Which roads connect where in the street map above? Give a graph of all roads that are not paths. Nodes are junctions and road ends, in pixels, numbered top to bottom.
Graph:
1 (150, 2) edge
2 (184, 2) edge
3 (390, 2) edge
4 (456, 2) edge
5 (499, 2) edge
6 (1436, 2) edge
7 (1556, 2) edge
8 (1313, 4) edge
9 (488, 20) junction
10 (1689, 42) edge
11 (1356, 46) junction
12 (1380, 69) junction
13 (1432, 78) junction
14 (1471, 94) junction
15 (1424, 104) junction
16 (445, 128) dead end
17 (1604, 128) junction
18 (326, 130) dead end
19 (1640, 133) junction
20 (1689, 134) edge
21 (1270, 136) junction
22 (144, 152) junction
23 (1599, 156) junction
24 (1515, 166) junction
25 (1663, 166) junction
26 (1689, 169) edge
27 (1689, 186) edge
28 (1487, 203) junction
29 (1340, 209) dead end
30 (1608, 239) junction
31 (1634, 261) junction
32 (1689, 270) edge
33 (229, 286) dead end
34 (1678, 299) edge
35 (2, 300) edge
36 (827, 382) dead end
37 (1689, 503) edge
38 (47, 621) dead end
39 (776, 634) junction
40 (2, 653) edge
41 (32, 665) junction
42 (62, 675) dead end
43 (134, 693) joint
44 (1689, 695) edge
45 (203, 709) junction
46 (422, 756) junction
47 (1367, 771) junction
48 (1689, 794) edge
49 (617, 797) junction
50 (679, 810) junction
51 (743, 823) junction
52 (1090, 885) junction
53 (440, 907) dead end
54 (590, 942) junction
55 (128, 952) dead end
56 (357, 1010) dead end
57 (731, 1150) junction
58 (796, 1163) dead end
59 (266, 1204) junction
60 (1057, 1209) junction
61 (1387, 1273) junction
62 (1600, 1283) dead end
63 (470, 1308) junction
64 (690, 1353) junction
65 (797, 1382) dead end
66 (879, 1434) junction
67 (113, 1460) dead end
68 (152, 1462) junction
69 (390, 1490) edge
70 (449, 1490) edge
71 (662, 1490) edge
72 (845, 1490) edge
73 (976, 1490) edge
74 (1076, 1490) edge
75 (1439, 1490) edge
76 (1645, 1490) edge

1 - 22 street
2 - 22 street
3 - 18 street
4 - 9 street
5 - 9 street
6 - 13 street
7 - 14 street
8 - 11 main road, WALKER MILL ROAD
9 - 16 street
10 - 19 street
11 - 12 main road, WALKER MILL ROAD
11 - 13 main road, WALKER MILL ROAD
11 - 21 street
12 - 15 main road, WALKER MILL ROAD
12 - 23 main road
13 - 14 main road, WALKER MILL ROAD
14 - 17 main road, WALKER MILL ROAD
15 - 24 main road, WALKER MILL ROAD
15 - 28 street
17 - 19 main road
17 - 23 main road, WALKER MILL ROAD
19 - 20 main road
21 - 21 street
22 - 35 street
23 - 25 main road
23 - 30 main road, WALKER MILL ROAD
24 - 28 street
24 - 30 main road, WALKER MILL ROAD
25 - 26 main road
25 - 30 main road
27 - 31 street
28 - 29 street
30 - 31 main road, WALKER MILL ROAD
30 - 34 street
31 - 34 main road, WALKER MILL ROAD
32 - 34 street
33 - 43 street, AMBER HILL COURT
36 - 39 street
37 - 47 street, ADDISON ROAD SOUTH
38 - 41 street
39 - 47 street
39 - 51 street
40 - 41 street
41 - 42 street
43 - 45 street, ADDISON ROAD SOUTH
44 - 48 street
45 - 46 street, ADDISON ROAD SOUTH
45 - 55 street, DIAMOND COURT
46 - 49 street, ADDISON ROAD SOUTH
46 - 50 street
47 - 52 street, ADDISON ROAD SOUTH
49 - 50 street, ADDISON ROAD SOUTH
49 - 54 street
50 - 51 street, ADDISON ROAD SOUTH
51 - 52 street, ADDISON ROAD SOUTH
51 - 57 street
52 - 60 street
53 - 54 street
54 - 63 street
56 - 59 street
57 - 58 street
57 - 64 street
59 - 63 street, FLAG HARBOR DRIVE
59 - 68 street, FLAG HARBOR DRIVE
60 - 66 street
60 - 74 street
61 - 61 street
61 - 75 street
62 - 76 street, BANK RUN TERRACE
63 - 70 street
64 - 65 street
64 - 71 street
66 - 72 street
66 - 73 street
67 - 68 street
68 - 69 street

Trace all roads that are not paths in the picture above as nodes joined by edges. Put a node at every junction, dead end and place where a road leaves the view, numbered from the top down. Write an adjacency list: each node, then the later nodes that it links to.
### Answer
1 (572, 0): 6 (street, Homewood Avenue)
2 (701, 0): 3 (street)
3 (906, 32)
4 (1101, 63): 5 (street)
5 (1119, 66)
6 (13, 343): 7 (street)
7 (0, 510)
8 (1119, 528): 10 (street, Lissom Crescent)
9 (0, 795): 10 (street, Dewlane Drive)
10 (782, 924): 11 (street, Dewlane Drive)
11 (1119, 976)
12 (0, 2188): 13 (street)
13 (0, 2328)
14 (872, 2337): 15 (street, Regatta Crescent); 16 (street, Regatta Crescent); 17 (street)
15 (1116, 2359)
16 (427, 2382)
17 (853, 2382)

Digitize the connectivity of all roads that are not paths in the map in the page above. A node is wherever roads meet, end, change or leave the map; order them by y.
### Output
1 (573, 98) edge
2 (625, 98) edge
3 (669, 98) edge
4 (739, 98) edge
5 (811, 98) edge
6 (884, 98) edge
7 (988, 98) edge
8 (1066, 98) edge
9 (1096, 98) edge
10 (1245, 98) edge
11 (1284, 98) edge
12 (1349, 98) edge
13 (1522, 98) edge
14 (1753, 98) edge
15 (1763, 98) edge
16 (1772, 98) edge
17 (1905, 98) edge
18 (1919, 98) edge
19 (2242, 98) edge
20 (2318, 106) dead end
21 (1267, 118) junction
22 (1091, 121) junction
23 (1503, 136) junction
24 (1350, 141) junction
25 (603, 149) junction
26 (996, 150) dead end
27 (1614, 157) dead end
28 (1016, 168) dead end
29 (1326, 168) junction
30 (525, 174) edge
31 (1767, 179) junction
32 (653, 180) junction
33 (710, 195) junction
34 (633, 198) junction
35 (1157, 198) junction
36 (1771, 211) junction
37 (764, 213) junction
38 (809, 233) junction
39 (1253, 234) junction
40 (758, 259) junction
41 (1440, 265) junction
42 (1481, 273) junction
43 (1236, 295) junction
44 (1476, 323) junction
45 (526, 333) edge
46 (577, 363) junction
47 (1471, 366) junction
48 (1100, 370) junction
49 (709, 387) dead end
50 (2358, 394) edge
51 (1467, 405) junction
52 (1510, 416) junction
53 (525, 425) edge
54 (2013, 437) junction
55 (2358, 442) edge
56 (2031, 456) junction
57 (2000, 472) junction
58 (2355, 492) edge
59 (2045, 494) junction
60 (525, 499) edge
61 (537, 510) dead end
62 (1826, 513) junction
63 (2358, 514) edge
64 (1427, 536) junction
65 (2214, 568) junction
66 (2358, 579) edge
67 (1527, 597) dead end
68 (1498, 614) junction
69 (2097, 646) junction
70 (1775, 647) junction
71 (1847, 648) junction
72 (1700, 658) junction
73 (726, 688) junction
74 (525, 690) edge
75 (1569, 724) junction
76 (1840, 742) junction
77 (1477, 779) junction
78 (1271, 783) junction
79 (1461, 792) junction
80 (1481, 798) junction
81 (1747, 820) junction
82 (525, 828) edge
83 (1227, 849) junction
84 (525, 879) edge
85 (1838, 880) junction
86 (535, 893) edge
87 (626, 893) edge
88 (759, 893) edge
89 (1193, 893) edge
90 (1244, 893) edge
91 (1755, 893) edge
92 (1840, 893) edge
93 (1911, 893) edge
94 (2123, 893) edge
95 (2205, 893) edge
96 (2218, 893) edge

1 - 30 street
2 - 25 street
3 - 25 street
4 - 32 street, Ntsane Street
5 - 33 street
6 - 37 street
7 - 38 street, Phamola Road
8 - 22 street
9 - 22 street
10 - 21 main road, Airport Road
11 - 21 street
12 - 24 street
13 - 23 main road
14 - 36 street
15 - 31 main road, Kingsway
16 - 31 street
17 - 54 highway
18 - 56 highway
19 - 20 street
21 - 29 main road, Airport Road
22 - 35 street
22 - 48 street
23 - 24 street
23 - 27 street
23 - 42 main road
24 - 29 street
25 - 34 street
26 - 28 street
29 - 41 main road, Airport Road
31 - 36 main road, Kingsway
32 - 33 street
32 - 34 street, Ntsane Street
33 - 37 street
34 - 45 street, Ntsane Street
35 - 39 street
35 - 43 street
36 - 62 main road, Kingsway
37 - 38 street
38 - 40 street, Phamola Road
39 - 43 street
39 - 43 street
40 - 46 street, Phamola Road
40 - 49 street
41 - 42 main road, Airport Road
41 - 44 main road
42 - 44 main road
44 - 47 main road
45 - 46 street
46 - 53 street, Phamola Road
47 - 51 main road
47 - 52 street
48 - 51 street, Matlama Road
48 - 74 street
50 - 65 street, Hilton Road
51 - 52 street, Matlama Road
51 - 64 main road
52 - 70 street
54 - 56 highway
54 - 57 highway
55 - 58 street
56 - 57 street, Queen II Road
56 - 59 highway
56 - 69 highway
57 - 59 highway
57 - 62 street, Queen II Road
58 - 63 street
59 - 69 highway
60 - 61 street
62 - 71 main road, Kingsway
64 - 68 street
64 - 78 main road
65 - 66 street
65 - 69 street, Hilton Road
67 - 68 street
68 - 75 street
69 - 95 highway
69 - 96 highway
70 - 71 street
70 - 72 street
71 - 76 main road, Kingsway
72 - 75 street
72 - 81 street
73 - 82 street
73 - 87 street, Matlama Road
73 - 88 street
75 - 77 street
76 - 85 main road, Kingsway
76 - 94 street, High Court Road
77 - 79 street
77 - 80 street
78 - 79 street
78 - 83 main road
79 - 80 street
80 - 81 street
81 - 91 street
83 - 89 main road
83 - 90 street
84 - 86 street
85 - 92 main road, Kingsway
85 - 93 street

----------------

Filter the entries down to the lines with the word "highway" in them, and copy those lines.

#### Result below
17 - 54 highway
18 - 56 highway
54 - 56 highway
54 - 57 highway
56 - 59 highway
56 - 69 highway
57 - 59 highway
59 - 69 highway
69 - 95 highway
69 - 96 highway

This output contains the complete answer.